*Exercise objective:* In the entries that follow, find every line containing "roads" and copy it.

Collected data

┏━━

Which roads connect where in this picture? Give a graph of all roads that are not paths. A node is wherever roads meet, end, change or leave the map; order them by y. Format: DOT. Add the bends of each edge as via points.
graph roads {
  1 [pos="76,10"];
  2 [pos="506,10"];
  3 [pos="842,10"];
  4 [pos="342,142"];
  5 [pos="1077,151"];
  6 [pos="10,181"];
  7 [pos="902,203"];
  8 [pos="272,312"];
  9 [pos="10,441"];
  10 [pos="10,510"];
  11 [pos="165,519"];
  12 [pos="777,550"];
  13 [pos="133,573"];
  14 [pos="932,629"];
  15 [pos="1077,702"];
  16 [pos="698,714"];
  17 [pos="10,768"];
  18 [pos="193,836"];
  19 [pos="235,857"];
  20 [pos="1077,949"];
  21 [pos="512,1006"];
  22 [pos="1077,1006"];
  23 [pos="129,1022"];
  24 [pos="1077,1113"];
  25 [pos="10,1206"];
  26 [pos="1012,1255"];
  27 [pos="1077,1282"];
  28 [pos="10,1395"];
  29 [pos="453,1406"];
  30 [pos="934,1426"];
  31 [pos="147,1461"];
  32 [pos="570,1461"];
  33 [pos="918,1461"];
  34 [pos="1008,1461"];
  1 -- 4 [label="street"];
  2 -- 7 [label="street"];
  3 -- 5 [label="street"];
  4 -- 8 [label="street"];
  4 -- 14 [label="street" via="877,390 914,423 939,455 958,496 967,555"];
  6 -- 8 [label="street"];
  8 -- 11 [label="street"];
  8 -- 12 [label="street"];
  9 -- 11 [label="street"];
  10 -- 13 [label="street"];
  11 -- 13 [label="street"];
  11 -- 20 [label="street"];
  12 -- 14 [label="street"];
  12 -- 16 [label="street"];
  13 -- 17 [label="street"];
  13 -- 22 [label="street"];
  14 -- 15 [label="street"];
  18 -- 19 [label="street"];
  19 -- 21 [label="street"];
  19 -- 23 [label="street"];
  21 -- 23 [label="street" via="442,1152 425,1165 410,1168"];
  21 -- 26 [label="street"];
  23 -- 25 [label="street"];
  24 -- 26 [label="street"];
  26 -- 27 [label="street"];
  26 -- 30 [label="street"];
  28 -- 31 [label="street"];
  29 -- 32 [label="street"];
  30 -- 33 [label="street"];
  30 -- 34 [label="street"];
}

┗━━

*Written reply:*
Which roads connect where in this picture? Give a graph of all roads that are not paths. A node is wherever roads meet, end, change or leave the map; order them by y. Format: DOT. Add the bends of each edge as via points.
graph roads {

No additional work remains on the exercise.